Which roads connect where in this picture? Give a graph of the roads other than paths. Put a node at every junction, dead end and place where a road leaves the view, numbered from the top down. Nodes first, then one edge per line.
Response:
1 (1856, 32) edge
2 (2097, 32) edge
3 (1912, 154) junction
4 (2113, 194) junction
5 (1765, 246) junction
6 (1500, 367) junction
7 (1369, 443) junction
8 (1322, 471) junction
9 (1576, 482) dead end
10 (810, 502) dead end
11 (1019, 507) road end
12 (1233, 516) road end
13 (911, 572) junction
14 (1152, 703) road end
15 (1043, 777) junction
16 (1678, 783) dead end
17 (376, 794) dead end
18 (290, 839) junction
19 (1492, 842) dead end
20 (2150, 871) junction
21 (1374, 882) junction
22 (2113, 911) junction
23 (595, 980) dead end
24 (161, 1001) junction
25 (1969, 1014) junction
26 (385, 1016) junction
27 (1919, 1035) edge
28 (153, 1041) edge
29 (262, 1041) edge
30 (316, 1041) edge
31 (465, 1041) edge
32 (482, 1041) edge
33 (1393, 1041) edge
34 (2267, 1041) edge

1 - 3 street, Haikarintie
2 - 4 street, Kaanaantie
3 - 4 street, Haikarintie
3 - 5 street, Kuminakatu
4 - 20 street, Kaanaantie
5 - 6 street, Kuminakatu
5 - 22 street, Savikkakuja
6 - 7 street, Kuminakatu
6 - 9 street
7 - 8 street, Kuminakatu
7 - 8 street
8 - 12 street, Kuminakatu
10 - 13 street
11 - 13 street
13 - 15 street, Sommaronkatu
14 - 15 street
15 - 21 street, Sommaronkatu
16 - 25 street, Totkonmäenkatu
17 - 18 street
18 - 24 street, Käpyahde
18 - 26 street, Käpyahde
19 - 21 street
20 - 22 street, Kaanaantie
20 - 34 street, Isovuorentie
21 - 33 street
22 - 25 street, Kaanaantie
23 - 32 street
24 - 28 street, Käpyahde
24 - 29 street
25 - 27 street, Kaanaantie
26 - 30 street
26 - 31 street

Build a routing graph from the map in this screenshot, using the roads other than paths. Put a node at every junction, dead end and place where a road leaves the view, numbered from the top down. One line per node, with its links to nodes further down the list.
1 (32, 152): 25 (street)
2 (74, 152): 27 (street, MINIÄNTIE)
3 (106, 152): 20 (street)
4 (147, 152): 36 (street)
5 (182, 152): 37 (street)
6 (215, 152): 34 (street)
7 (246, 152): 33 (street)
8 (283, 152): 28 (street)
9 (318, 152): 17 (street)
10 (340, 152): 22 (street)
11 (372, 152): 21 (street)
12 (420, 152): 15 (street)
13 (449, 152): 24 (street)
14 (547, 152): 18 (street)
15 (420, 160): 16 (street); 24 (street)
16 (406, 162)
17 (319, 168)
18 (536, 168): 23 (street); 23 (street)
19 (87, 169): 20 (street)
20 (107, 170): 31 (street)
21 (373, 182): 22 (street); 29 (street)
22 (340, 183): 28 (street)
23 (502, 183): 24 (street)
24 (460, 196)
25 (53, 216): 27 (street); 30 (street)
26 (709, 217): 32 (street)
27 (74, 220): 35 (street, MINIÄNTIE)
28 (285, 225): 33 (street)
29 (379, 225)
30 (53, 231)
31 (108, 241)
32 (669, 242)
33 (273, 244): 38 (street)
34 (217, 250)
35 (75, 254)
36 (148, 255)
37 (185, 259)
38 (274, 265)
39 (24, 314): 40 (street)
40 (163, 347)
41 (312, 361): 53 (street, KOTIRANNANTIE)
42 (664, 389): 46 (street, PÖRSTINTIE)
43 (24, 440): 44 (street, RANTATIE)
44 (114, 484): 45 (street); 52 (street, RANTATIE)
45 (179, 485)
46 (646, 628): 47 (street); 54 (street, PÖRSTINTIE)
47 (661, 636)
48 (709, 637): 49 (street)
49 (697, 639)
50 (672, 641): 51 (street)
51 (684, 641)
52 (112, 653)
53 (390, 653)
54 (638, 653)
--*--
> _Task goal_: Look through the listing, and copy each line that contains the word "RANTATIE".

> _Result below_:
43 (24, 440): 44 (street, RANTATIE)
44 (114, 484): 45 (street); 52 (street, RANTATIE)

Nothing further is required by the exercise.